Y’all, I got the new beginning needle-painting book by Trish Burr! I started my first project this weekend – it’s not the simplest or smallest project in the book by a long shot, but I liked it. I want to work my way up to realistic birds. I’ve finished two leaves and the stems so far. I started on the bud, but I had poor lighting and couldn’t see the differences in the pink shades so I’ll probably have to restart it.
The hardest part was fitting all those colors into those dadgum leaves! I had to fit four colors into half a leaf. You can’t make the long stitches half an inch like I usually do if the leaf ain’t even half an inch wide. Here they are next to a skein of floss for some perspective on size:
Anyway, let me know if you have suggestions for improvement – I have four more leaves left! Here is a better photo of them.
One thing I really like is that Trish Burr chose different kinds of greens. They range from light to dark, but they also change colors – some are more blue, some are more olive, some are more yellow. You’ll also notice the petal and leaf edges are more wavy than stylized shapes.
Anyone else working projects from the book? I’d love to hear from you!
I agree with you regarding the change of colours of the leaves in Trish Burr’s works. That is what drew me to her book to begin with. Then I learned how much nicer one strand of thread covers the fabric!
Not familiar with this book. But Tanja Berlin had said she would be doing a needlepainting class through Shining Needle Society at some point this fall. Haven’t heard anything yet, but I, for one, am looking forward to learning more about this technique. If you’re not familiar with Tanja’s work, her website is http://www.berlinembroidery.com. I took a blackwork Love Birds class with her and it was better than excellent!…julie castle
For me the bigger leaf looks good.How about adding 1-2 stitches in the middle with the darkest green shade which you’d used in the smaller leaf?.I don’t have that book,but it’s in my wish list. could you please post the leaf part alone from the original image?
I don’t have the book, but I took an online class from here earlier this year, the Chinese Flower Project. After you stitch the first color, you need to come in deep into the stitches with the second and subsequent colors, much more than you would think. Buy her DVD, it shows how she does it and is worth every penny.
I think y’all are quite right, my stitching on later layers is not going deep enough. Longer stitches!
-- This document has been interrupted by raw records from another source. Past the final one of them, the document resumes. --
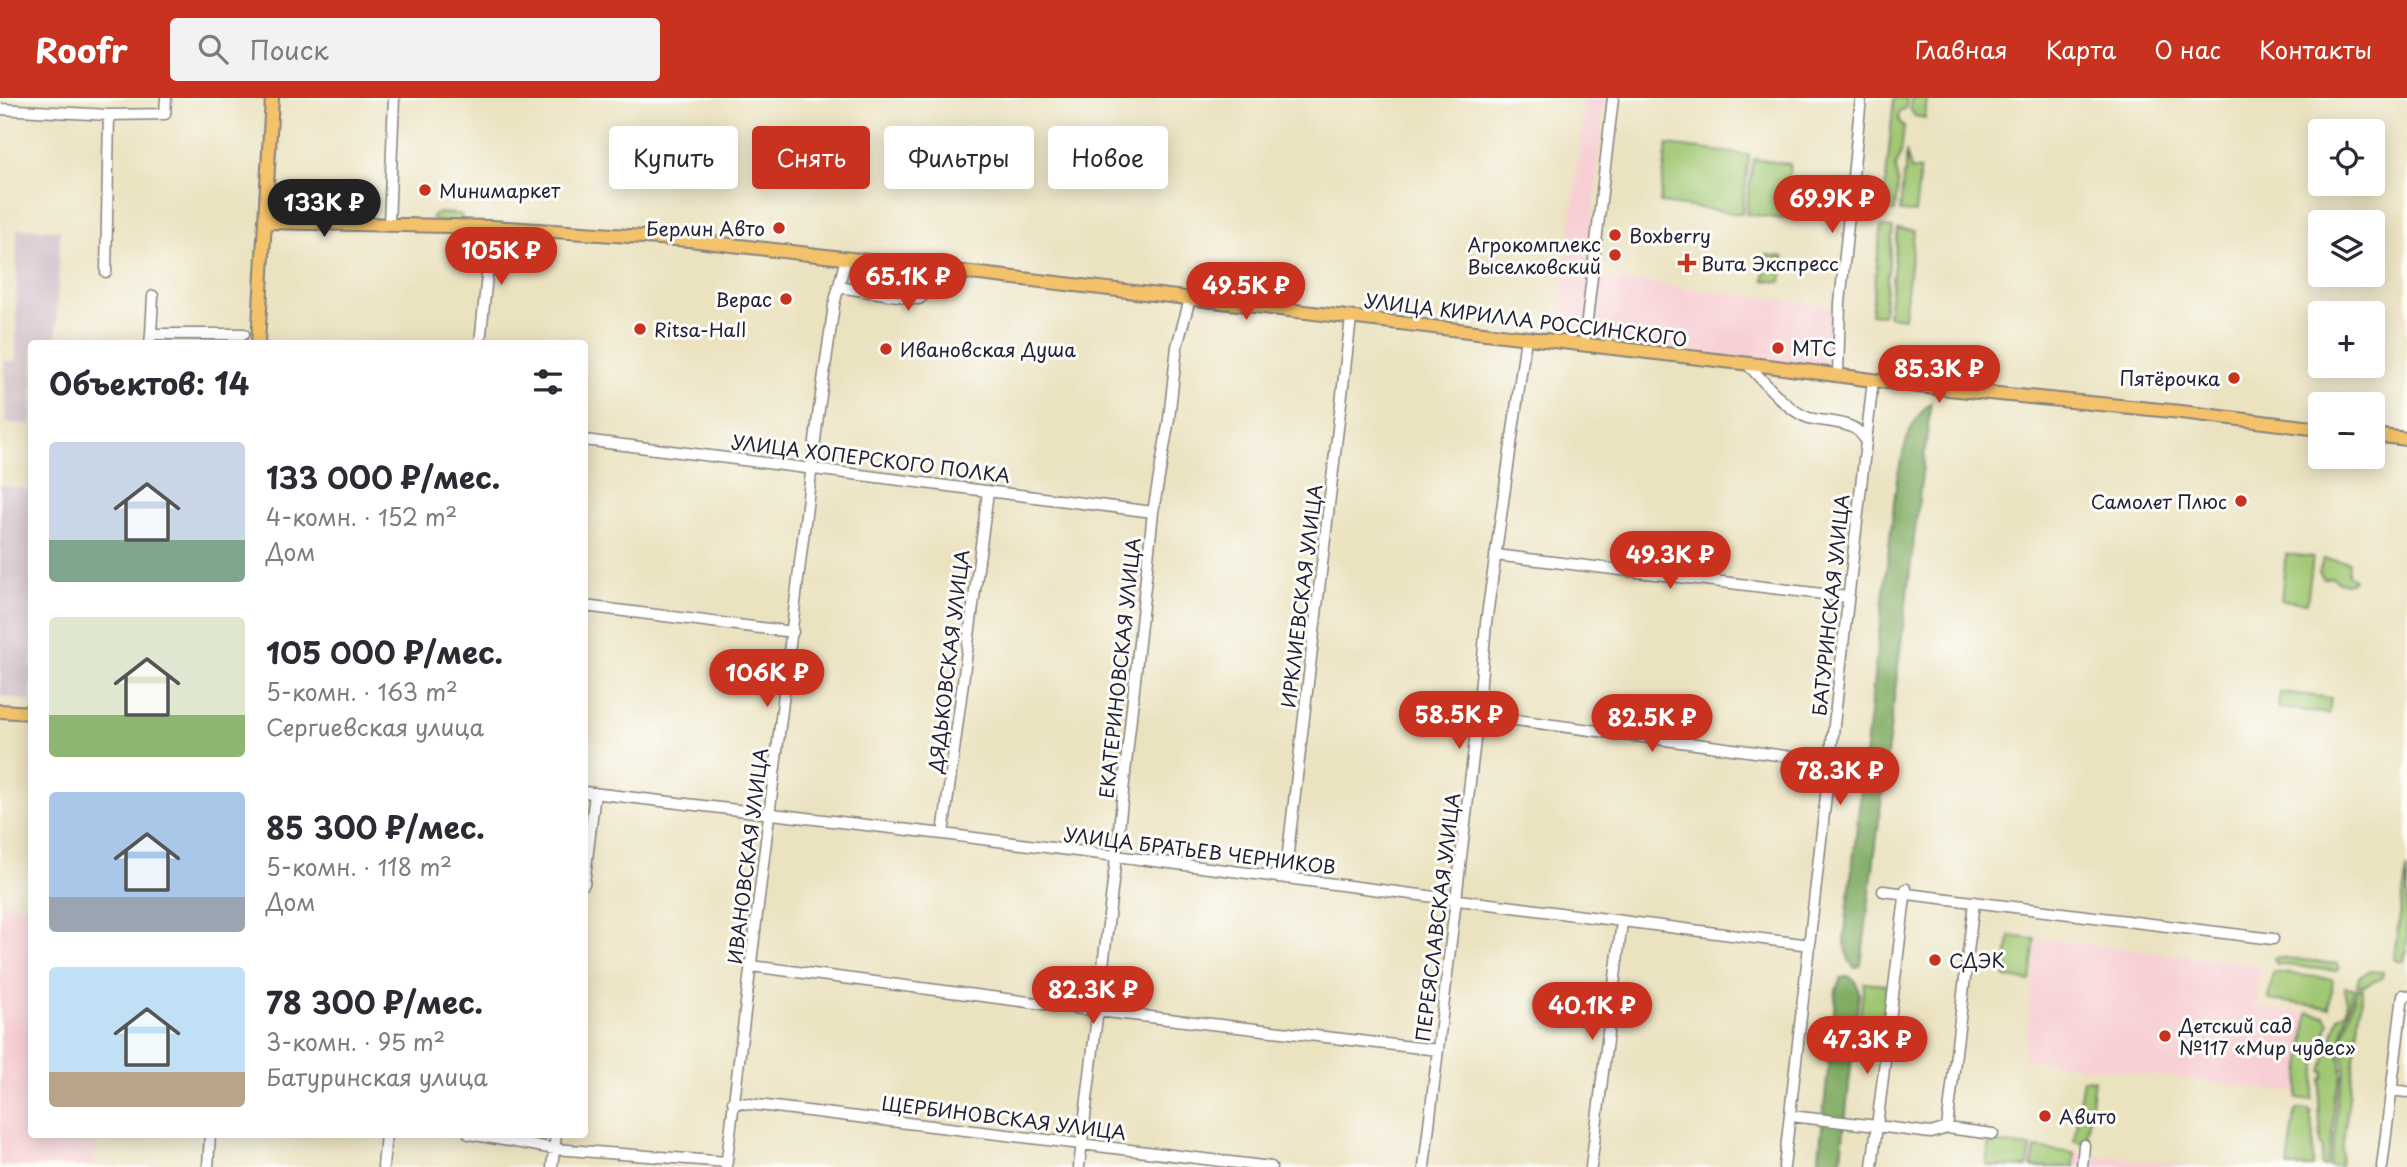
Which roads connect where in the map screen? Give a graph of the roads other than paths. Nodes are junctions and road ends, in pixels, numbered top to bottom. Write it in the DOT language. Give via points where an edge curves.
graph roads {
  1 [pos="166,98"];
  2 [pos="272,98"];
  3 [pos="394,98"];
  4 [pos="1613,98"];
  5 [pos="1861,98"];
  6 [pos="0,109"];
  7 [pos="109,115"];
  8 [pos="265,222"];
  9 [pos="389,224"];
  10 [pos="492,227"];
  11 [pos="846,258"];
  12 [pos="937,269"];
  13 [pos="106,272"];
  14 [pos="838,288"];
  15 [pos="153,296"];
  16 [pos="1190,299"];
  17 [pos="1351,318"];
  18 [pos="243,334"];
  19 [pos="150,338"];
  20 [pos="1526,338"];
  21 [pos="258,340"];
  22 [pos="480,340"];
  23 [pos="1584,345"];
  24 [pos="1747,364"];
  25 [pos="1838,375"];
  26 [pos="1873,380"];
  27 [pos="2308,428"];
  28 [pos="2385,436"];
  29 [pos="2407,439"];
  30 [pos="588,440"];
  31 [pos="1866,443"];
  32 [pos="813,468"];
  33 [pos="988,492"];
  34 [pos="1153,512"];
  35 [pos="1495,555"];
  36 [pos="1849,597"];
  37 [pos="588,606"];
  38 [pos="793,632"];
  39 [pos="0,711"];
  40 [pos="28,713"];
  41 [pos="1478,715"];
  42 [pos="1830,762"];
  43 [pos="590,793"];
  44 [pos="769,813"];
  45 [pos="588,823"];
  46 [pos="943,834"];
  47 [pos="1116,856"];
  48 [pos="1285,878"];
  49 [pos="1883,891"];
  50 [pos="1905,891"];
  51 [pos="1457,901"];
  52 [pos="1974,902"];
  53 [pos="1622,922"];
  54 [pos="2273,939"];
  55 [pos="1810,946"];
  56 [pos="751,966"];
  57 [pos="2405,995"];
  58 [pos="1098,1011"];
  59 [pos="1438,1050"];
  60 [pos="2391,1090"];
  61 [pos="2407,1092"];
  62 [pos="733,1102"];
  63 [pos="1791,1116"];
  64 [pos="1877,1126"];
  65 [pos="1947,1128"];
  66 [pos="1993,1134"];
  67 [pos="210,1138"];
  68 [pos="386,1138"];
  69 [pos="492,1138"];
  70 [pos="556,1138"];
  71 [pos="1082,1143"];
  72 [pos="2084,1145"];
  73 [pos="555,1149"];
  74 [pos="727,1165"];
  75 [pos="208,1167"];
  76 [pos="383,1167"];
  77 [pos="552,1167"];
  78 [pos="1079,1167"];
  79 [pos="1271,1167"];
  80 [pos="1424,1167"];
  81 [pos="1591,1167"];
  82 [pos="1784,1167"];
  83 [pos="1872,1167"];
  84 [pos="2081,1167"];
  85 [pos="2382,1167"];
  1 -- 7 [label="street" via="166,114"];
  2 -- 8 [label="main road"];
  3 -- 9 [label="street"];
  4 -- 23 [label="street"];
  5 -- 25 [label="street" via="1840,303"];
  6 -- 7 [label="street"];
  7 -- 13 [label="street"];
  8 -- 9 [label="main road, УЛИЦА КИРИЛЛА РОССИНСКОГО"];
  8 -- 21 [label="main road"];
  9 -- 10 [label="main road, УЛИЦА КИРИЛЛА РОССИНСКОГО"];
  10 -- 11 [label="main road, УЛИЦА КИРИЛЛА РОССИНСКОГО" via="654,237"];
  10 -- 22 [label="street"];
  11 -- 12 [label="main road, УЛИЦА КИРИЛЛА РОССИНСКОГО"];
  11 -- 14 [label="street, ИВАНОВСКАЯ УЛИЦА"];
  12 -- 14 [label="street" via="936,285 919,299"];
  12 -- 16 [label="main road, УЛИЦА КИРИЛЛА РОССИНСКОГО"];
  14 -- 32 [label="street, ИВАНОВСКАЯ УЛИЦА"];
  15 -- 19 [label="street"];
  16 -- 17 [label="main road, УЛИЦА КИРИЛЛА РОССИНСКОГО"];
  16 -- 34 [label="street, ЕКАТЕРИНОВСКАЯ УЛИЦА" via="1177,346"];
  17 -- 20 [label="main road, УЛИЦА КИРИЛЛА РОССИНСКОГО"];
  17 -- 48 [label="street, ИРКЛИЕВСКАЯ УЛИЦА"];
  18 -- 19 [label="street"];
  20 -- 23 [label="main road, УЛИЦА КИРИЛЛА РОССИНСКОГО"];
  20 -- 35 [label="street, ПЕРЕЯСЛАВСКАЯ УЛИЦА"];
  23 -- 24 [label="main road, УЛИЦА КИРИЛЛА РОССИНСКОГО"];
  24 -- 25 [label="main road, УЛИЦА КИРИЛЛА РОССИНСКОГО"];
  24 -- 31 [label="street" via="1798,414 1848,426"];
  25 -- 26 [label="main road, УЛИЦА КИРИЛЛА РОССИНСКОГО"];
  26 -- 27 [label="main road, УЛИЦА КИРИЛЛА РОССИНСКОГО"];
  26 -- 31 [label="street, БАТУРИНСКАЯ УЛИЦА"];
  28 -- 29 [label="main road"];
  30 -- 32 [label="street, УЛИЦА ХОПЕРСКОГО ПОЛКА"];
  31 -- 36 [label="street, БАТУРИНСКАЯ УЛИЦА"];
  32 -- 33 [label="street, УЛИЦА ХОПЕРСКОГО ПОЛКА"];
  32 -- 38 [label="street, ИВАНОВСКАЯ УЛИЦА"];
  33 -- 34 [label="street, УЛИЦА ХОПЕРСКОГО ПОЛКА"];
  33 -- 46 [label="street, ДЯДЬКОВСКАЯ УЛИЦА"];
  34 -- 47 [label="street, ЕКАТЕРИНОВСКАЯ УЛИЦА"];
  35 -- 36 [label="street"];
  35 -- 41 [label="street, ПЕРЕЯСЛАВСКАЯ УЛИЦА"];
  36 -- 42 [label="street, БАТУРИНСКАЯ УЛИЦА"];
  37 -- 38 [label="street"];
  38 -- 44 [label="street, ИВАНОВСКАЯ УЛИЦА"];
  39 -- 40 [label="main road"];
  41 -- 42 [label="street"];
  41 -- 51 [label="street, ПЕРЕЯСЛАВСКАЯ УЛИЦА"];
  42 -- 55 [label="street, БАТУРИНСКАЯ УЛИЦА"];
  43 -- 44 [label="street, УЛИЦА БРАТЬЕВ ЧЕРНИКОВ"];
  43 -- 45 [label="street"];
  44 -- 46 [label="street, УЛИЦА БРАТЬЕВ ЧЕРНИКОВ"];
  44 -- 56 [label="street, ИВАНОВСКАЯ УЛИЦА"];
  46 -- 47 [label="street, УЛИЦА БРАТЬЕВ ЧЕРНИКОВ"];
  47 -- 48 [label="street, УЛИЦА БРАТЬЕВ ЧЕРНИКОВ"];
  47 -- 58 [label="street, ЕКАТЕРИНОВСКАЯ УЛИЦА"];
  48 -- 51 [label="street, УЛИЦА БРАТЬЕВ ЧЕРНИКОВ"];
  49 -- 50 [label="street"];
  50 -- 52 [label="street"];
  50 -- 64 [label="street"];
  51 -- 53 [label="street, УЛИЦА БРАТЬЕВ ЧЕРНИКОВ"];
  51 -- 59 [label="street, ПЕРЕЯСЛАВСКАЯ УЛИЦА"];
  52 -- 54 [label="street"];
  52 -- 65 [label="street"];
  53 -- 55 [label="street, УЛИЦА БРАТЬЕВ ЧЕРНИКОВ"];
  53 -- 81 [label="street"];
  55 -- 63 [label="street, БАТУРИНСКАЯ УЛИЦА"];
  56 -- 58 [label="street"];
  56 -- 62 [label="street, ИВАНОВСКАЯ УЛИЦА"];
  57 -- 60 [label="street"];
  58 -- 59 [label="street"];
  58 -- 71 [label="street, ЕКАТЕРИНОВСКАЯ УЛИЦА"];
  59 -- 80 [label="street, ПЕРЕЯСЛАВСКАЯ УЛИЦА"];
  60 -- 61 [label="street"];
  60 -- 85 [label="street"];
  62 -- 71 [label="street, ЩЕРБИНОВСКАЯ УЛИЦА"];
  62 -- 74 [label="street, ИВАНОВСКАЯ УЛИЦА"];
  63 -- 64 [label="street"];
  63 -- 82 [label="street, БАТУРИНСКАЯ УЛИЦА"];
  64 -- 65 [label="street" via="1931,1132"];
  64 -- 83 [label="street"];
  65 -- 66 [label="street"];
  67 -- 75 [label="street"];
  68 -- 76 [label="street"];
  69 -- 73 [label="street"];
  70 -- 73 [label="street"];
  71 -- 78 [label="street, ЕКАТЕРИНОВСКАЯ УЛИЦА"];
  71 -- 79 [label="street, ЩЕРБИНОВСКАЯ УЛИЦА"];
  72 -- 84 [label="street"];
  73 -- 74 [label="street"];
  73 -- 77 [label="street"];
}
I agree, you need to go really deeply into the color before to make it really well blended and not as noticeable a color change. I have a hard time with it myself as I keep thinking I need to make separate bands of color. It isn’t really separate bands – I keep a picture of painting with water colors in my head – they sort of bleed into each other fairly deeply if your paper is wet – that is the effect I try for. Anywho – it looks lovely. I’ve got to finish up a few things before I can start in on that book. I have my linen already, though. 😛
Well, I had the sizing figured out for long-and-short stitch on larger shapes. But trying to shrink it down to this tiny little thing is hard!
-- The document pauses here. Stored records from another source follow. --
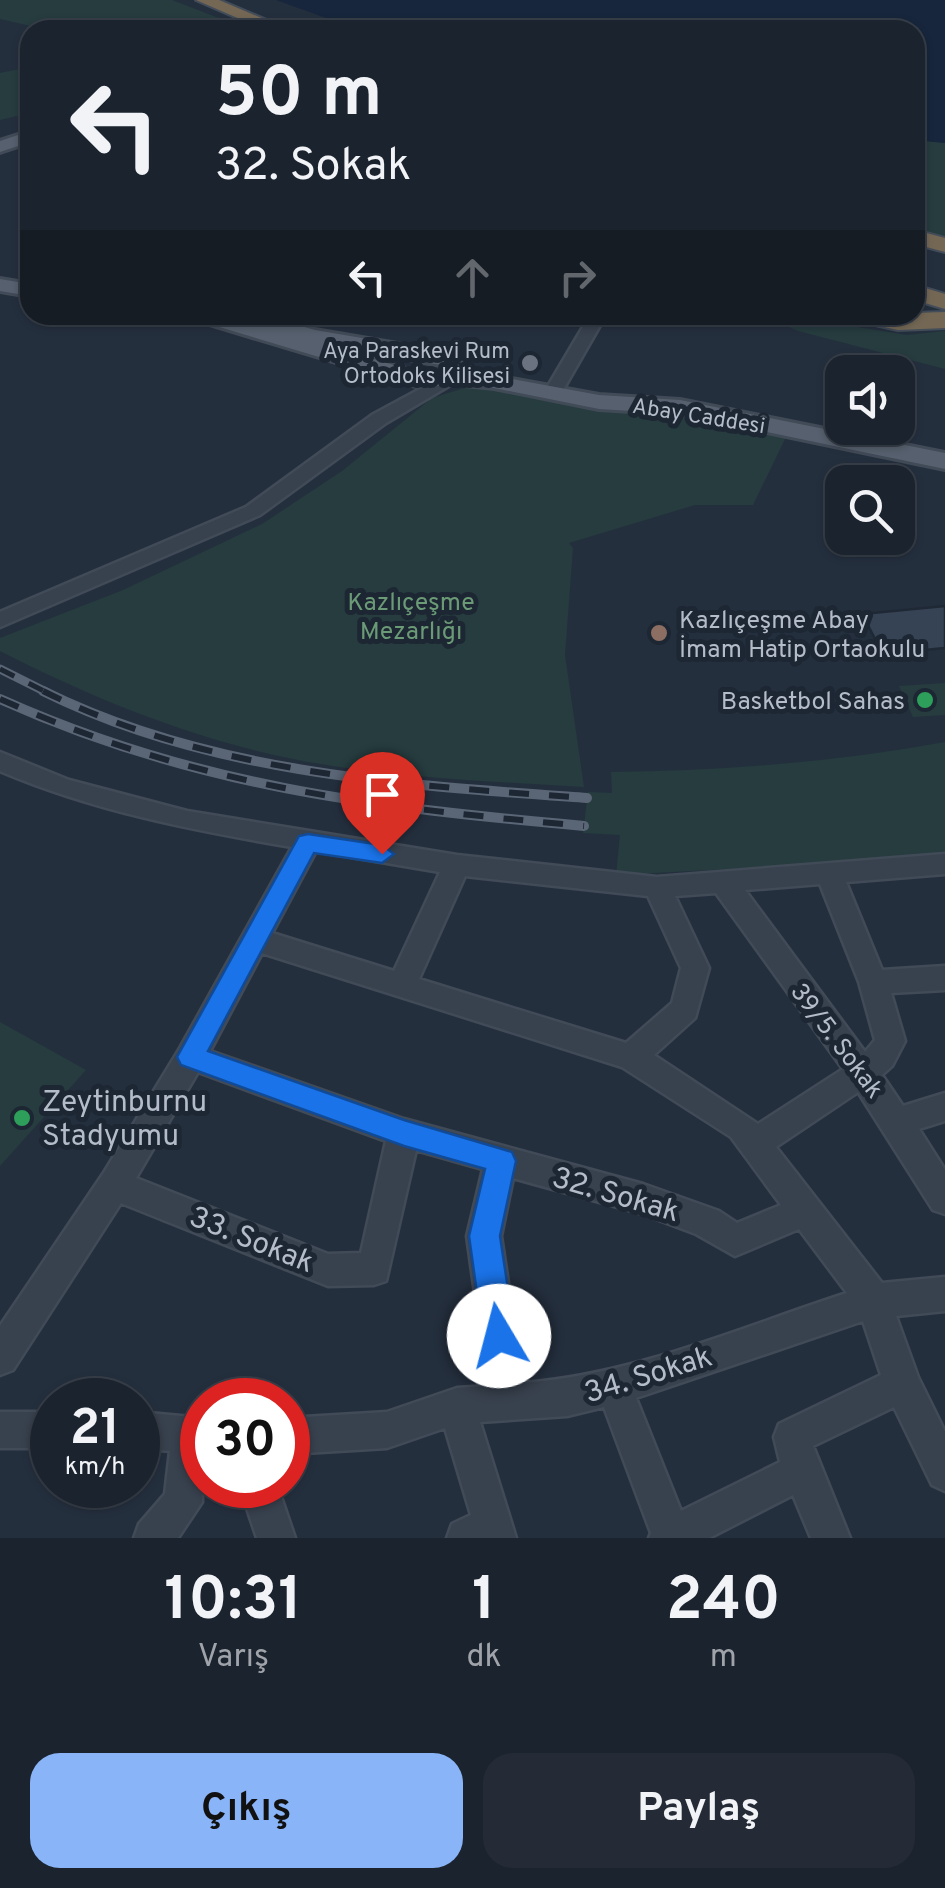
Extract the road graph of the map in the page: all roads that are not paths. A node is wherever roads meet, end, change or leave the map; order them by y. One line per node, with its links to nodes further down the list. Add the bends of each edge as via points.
1 (204, 0): 2 (highway)
2 (240, 7): 3 (highway)
3 (272, 20)
4 (20, 120): 5 (main road)
5 (9, 122)
6 (237, 325): 11 (main road)
7 (275, 325): 9 (main road)
8 (592, 325): 12 (street)
9 (426, 356): 10 (main road); 11 (main road, via 408,364)
10 (451, 373): 11 (main road); 12 (main road, Abay Caddesi); 13 (street); 15 (main road, Abay Caddesi, via 599,402 680,407)
11 (413, 378): 13 (street)
12 (556, 386): 14 (main road, Abay Caddesi, via 696,401)
13 (379, 419): 16 (street, via 253,512)
14 (945, 450)
15 (945, 461)
16 (0, 620)
17 (0, 761): 18 (street, via 62,787)
18 (308, 843): 20 (street); 24 (street)
19 (945, 864): 21 (street)
20 (457, 865): 23 (street); 27 (street)
21 (830, 876): 22 (street); 26 (street)
22 (725, 884): 23 (street); 30 (street, 39/5. Sokak)
23 (657, 888): 29 (street, via 695,968 685,1009)
24 (254, 938): 27 (street); 28 (street)
25 (945, 978): 26 (street)
26 (873, 982): 30 (street, via 890,1041)
27 (402, 984): 29 (street)
28 (190, 1057): 33 (street, 32. Sokak); 36 (street)
29 (632, 1057): 34 (street, via 742,1127)
30 (865, 1071): 32 (street, 39/5. Sokak); 34 (street)
31 (945, 1106): 32 (street)
32 (899, 1121): 37 (street, 39/5. Sokak)
33 (404, 1133): 35 (street, 32. Sokak); 36 (street, 33. Sokak, via 374,1269 328,1270)
34 (756, 1143): 38 (street)
35 (502, 1161): 38 (street, 32. Sokak, via 643,1200 707,1222 735,1240); 44 (street, via 484,1236)
36 (114, 1185): 41 (street)
37 (945, 1199)
38 (806, 1210): 40 (street)
39 (945, 1294): 40 (street, 34. Sokak)
40 (874, 1301): 42 (street); 43 (street, 34. Sokak)
41 (0, 1357)
42 (902, 1384): 49 (street, via 792,1437); 50 (street)
43 (614, 1388): 44 (street, 34. Sokak); 54 (street)
44 (508, 1402): 45 (street, 34. Sokak)
45 (457, 1406): 48 (street, 34. Sokak, via 387,1430); 53 (street)
46 (0, 1430): 47 (street)
47 (30, 1430)
48 (310, 1435)
49 (801, 1471): 54 (street); 57 (street)
50 (945, 1472)
51 (180, 1506): 55 (street)
52 (266, 1508): 56 (street)
53 (485, 1534)
54 (669, 1537)
55 (152, 1538)
56 (276, 1538)
57 (831, 1538)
I don’t have the book, yet 🙂 I was very tempted when it came out, but now I think I will not resist any more!
The thing is that long-and-short stitch is simple in concept, difficult in execution. You’re already on the right track, you’ve had a lot of great suggestions, now all you have to do is keep at it.
But thoughtfully, mindfully, and analytically.
I am currently working through Trish’s on-line course and am learning heaps from it. I agree that it is difficult to fit so many shade changes into the tiny shapes and as others have suggested, you have to go deep into the preceding row. The resulting shapes look slightly padded.
I started on some petals last night and was really pleased with my stitching but then realised that I had forgotten to change shade and done it all in one colour! Had to unpick it all!
I think you are doing really well; your stitching is very neat.
I think your leaves look very nice. It is a challenge ‘stuffing’ several colours in a small area, isn’t it? I notice that you have the threads ‘parked’ off to the side. I do that as well as I find on some of the pieces that I literally sketch with the threads and frequently have to change colours.
I agree with the previous commenters especially about going deep into the next section. You need a good foundation on which to lay in each new shade of colour as you progress. I think it’s probably better to have a little too much stitching on a given ‘row’ of colour rather than too little.
I am a veteran of several Trish Burr pieces. I love how she mixes colours. I’m planning on doing 6 of the projects from the latest (beginner) book as exercises. I’ve posted photos of some of my previous Trish Burr projects at Needle ‘n Thread under ‘Ask & Share: Gallery….’. If you want to check them out they have titles that begin with ‘Needle Painting:…”. The violet from the beginner book is there. (My name on Needle ‘n Thread is ‘margaretc’.)
Keep going. I can’t wait to see how this project progresses!
Thanks for the advice! I’m off to check out your work right now.